| Work item |
Would you copy the entries that follow exactly, leaving out every picture?

| Information shown |
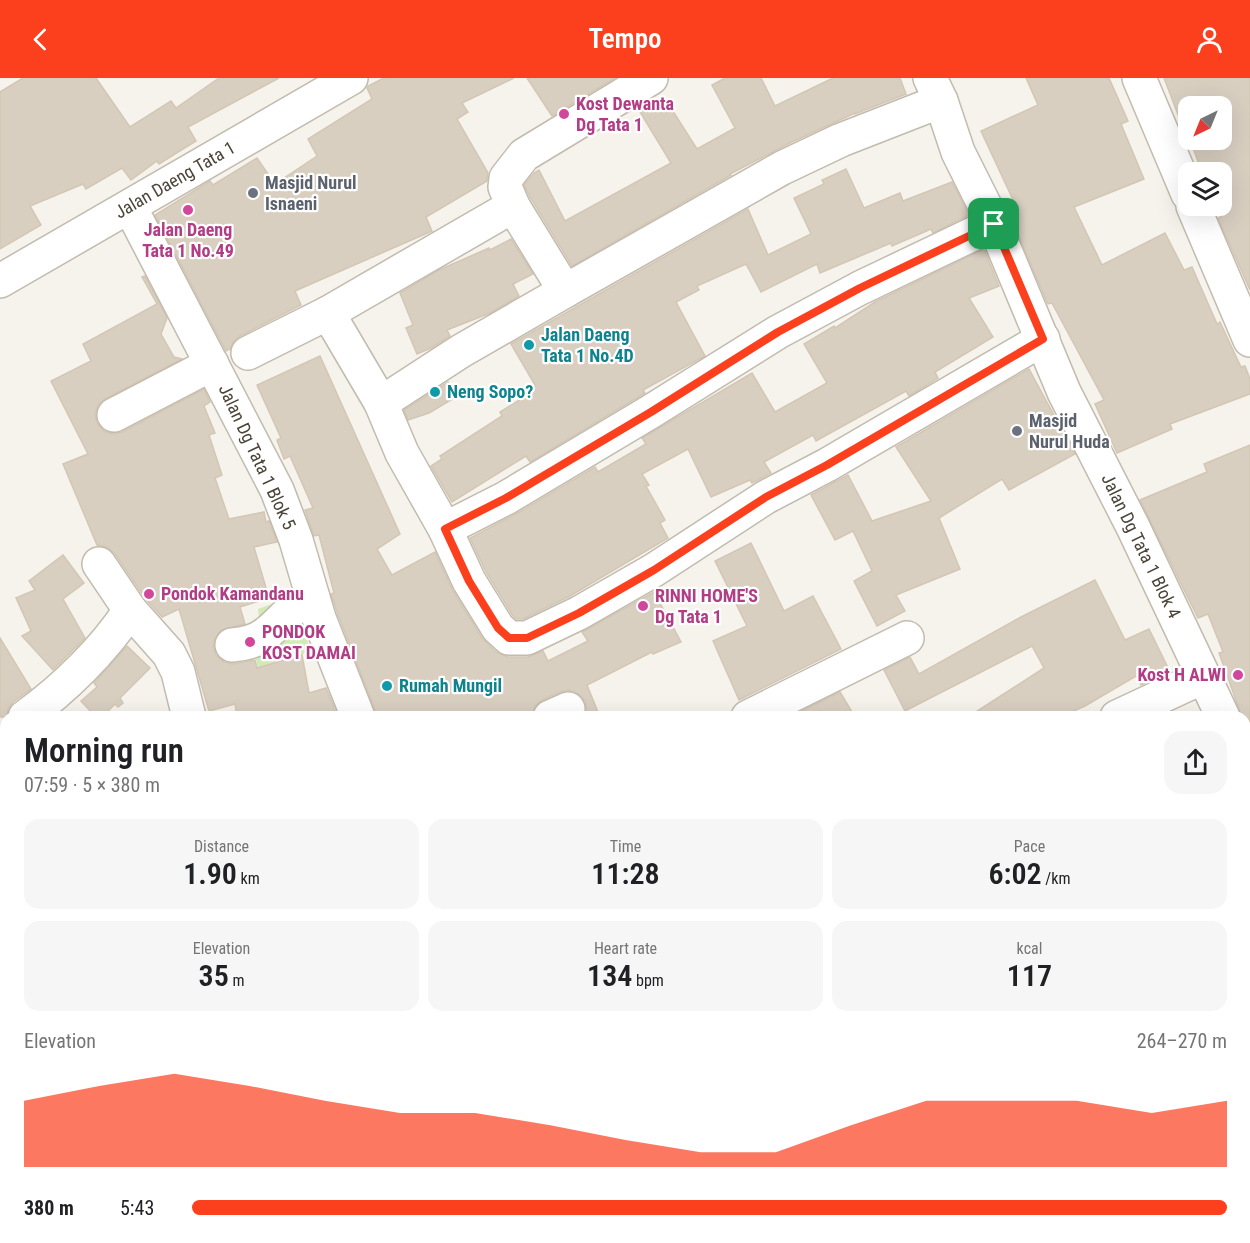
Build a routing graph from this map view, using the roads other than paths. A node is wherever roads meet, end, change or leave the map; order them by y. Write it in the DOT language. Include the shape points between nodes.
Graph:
graph roads {
  1 [pos="351,78"];
  2 [pos="651,78"];
  3 [pos="1139,78"];
  4 [pos="936,89"];
  5 [pos="1178,170"];
  6 [pos="513,206"];
  7 [pos="130,207"];
  8 [pos="1197,216"];
  9 [pos="994,224"];
  10 [pos="0,281"];
  11 [pos="565,291"];
  12 [pos="328,313"];
  13 [pos="1043,339"];
  14 [pos="1250,340"];
  15 [pos="248,353"];
  16 [pos="212,364"];
  17 [pos="381,403"];
  18 [pos="114,416"];
  19 [pos="445,529"];
  20 [pos="99,564"];
  21 [pos="313,598"];
  22 [pos="130,610"];
  23 [pos="907,638"];
  24 [pos="232,645"];
  25 [pos="1203,677"];
  26 [pos="33,711"];
  27 [pos="188,711"];
  28 [pos="356,711"];
  29 [pos="760,711"];
  30 [pos="1130,711"];
  31 [pos="1220,711"];
  1 -- 7 [label="street, Jalan Daeng Tata 1"];
  2 -- 6 [label="street" via="524,155 506,178 505,187"];
  3 -- 5 [label="street"];
  4 -- 9 [label="street, Jalan Dg Tata 1 Blok 4" via="958,152"];
  4 -- 11 [label="street" via="782,168"];
  6 -- 11 [label="street"];
  6 -- 12 [label="street"];
  7 -- 10 [label="street, Jalan Daeng Tata 1"];
  7 -- 16 [label="street, Jalan Dg Tata 1 Blok 5"];
  8 -- 14 [label="street"];
  9 -- 13 [label="street, Jalan Dg Tata 1 Blok 4"];
  9 -- 19 [label="street" via="778,332 506,498"];
  11 -- 17 [label="street"];
  12 -- 15 [label="street"];
  12 -- 17 [label="street"];
  13 -- 19 [label="street" via="766,497 626,586 527,638 509,638 498,628 469,581"];
  13 -- 25 [label="street, Jalan Dg Tata 1 Blok 4" via="1064,392"];
  16 -- 18 [label="street"];
  16 -- 21 [label="street, Jalan Dg Tata 1 Blok 5" via="277,490"];
  17 -- 19 [label="street" via="402,453"];
  20 -- 22 [label="street"];
  21 -- 24 [label="street" via="295,607 265,634"];
  21 -- 28 [label="street, Jalan Dg Tata 1 Blok 5"];
  22 -- 26 [label="street" via="98,651"];
  22 -- 27 [label="street" via="169,654"];
  23 -- 29 [label="street"];
  25 -- 30 [label="street"];
  25 -- 31 [label="street, Jalan Dg Tata 1 Blok 4"];
}
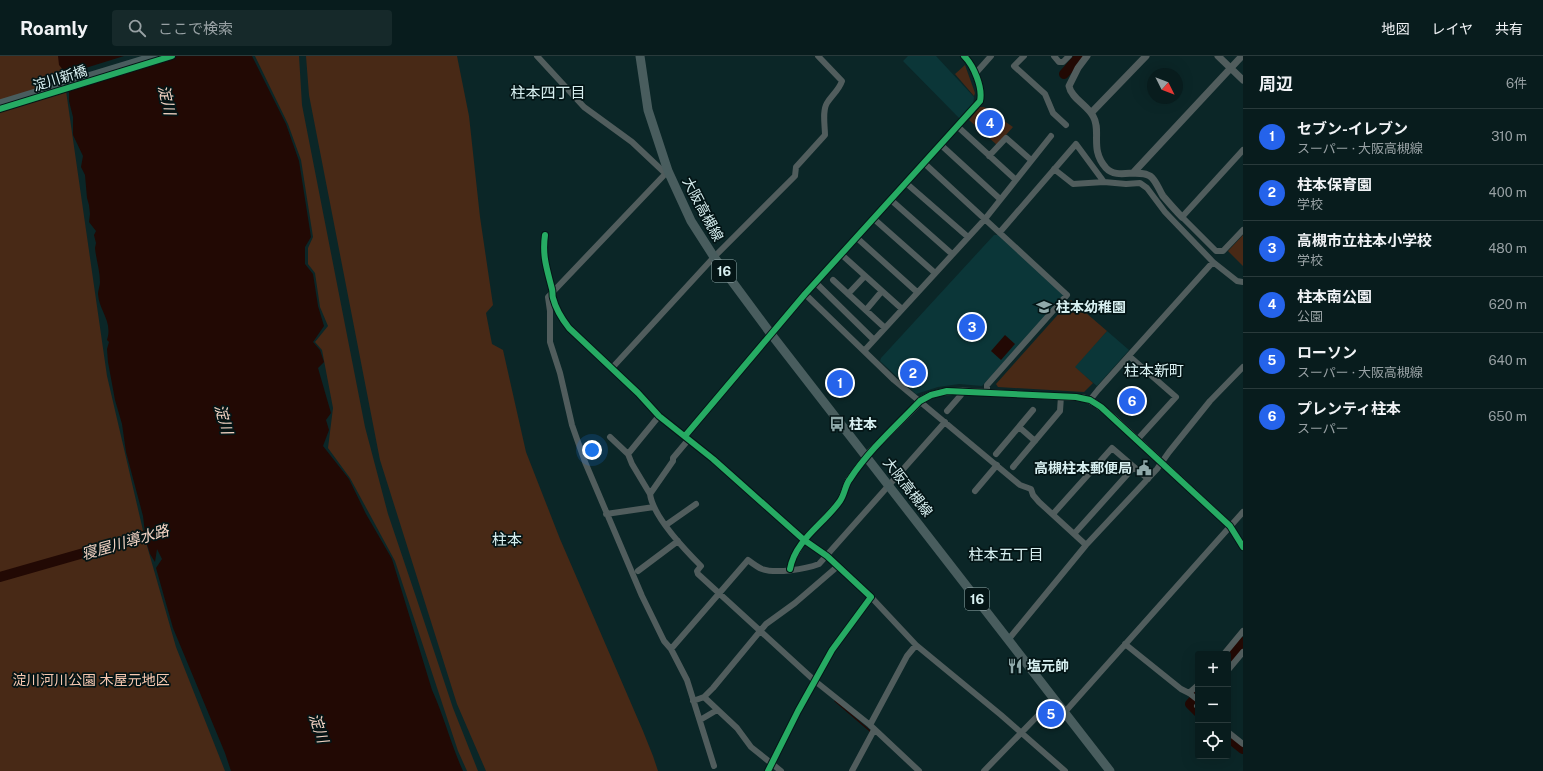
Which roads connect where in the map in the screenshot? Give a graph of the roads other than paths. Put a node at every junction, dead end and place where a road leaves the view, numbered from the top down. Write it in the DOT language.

| Written solution |
Build a routing graph from this map view, using the roads other than paths. A node is wherever roads meet, end, change or leave the map; order them by y. Write it in the DOT language. Include the shape points between nodes.
Graph:
graph roads {
  1 [pos="351,78"];
  2 [pos="651,78"];
  3 [pos="1139,78"];
  4 [pos="936,89"];
  5 [pos="1178,170"];
  6 [pos="513,206"];
  7 [pos="130,207"];
  8 [pos="1197,216"];
  9 [pos="994,224"];
  10 [pos="0,281"];
  11 [pos="565,291"];
  12 [pos="328,313"];
  13 [pos="1043,339"];
  14 [pos="1250,340"];
  15 [pos="248,353"];
  16 [pos="212,364"];
  17 [pos="381,403"];
  18 [pos="114,416"];
  19 [pos="445,529"];
  20 [pos="99,564"];
  21 [pos="313,598"];
  22 [pos="130,610"];
  23 [pos="907,638"];
  24 [pos="232,645"];
  25 [pos="1203,677"];
  26 [pos="33,711"];
  27 [pos="188,711"];
  28 [pos="356,711"];
  29 [pos="760,711"];
  30 [pos="1130,711"];
  31 [pos="1220,711"];
  1 -- 7 [label="street, Jalan Daeng Tata 1"];
  2 -- 6 [label="street" via="524,155 506,178 505,187"];
  3 -- 5 [label="street"];
  4 -- 9 [label="street, Jalan Dg Tata 1 Blok 4" via="958,152"];
  4 -- 11 [label="street" via="782,168"];
  6 -- 11 [label="street"];
  6 -- 12 [label="street"];
  7 -- 10 [label="street, Jalan Daeng Tata 1"];
  7 -- 16 [label="street, Jalan Dg Tata 1 Blok 5"];
  8 -- 14 [label="street"];
  9 -- 13 [label="street, Jalan Dg Tata 1 Blok 4"];
  9 -- 19 [label="street" via="778,332 506,498"];
  11 -- 17 [label="street"];
  12 -- 15 [label="street"];
  12 -- 17 [label="street"];
  13 -- 19 [label="street" via="766,497 626,586 527,638 509,638 498,628 469,581"];
  13 -- 25 [label="street, Jalan Dg Tata 1 Blok 4" via="1064,392"];
  16 -- 18 [label="street"];
  16 -- 21 [label="street, Jalan Dg Tata 1 Blok 5" via="277,490"];
  17 -- 19 [label="street" via="402,453"];
  20 -- 22 [label="street"];
  21 -- 24 [label="street" via="295,607 265,634"];
  21 -- 28 [label="street, Jalan Dg Tata 1 Blok 5"];
  22 -- 26 [label="street" via="98,651"];
  22 -- 27 [label="street" via="169,654"];
  23 -- 29 [label="street"];
  25 -- 30 [label="street"];
  25 -- 31 [label="street, Jalan Dg Tata 1 Blok 4"];
}
Which roads connect where in the map in the screenshot? Give a graph of the roads other than paths. Put a node at every junction, dead end and place where a road leaves the view, numbered from the top down. Write it in the DOT language.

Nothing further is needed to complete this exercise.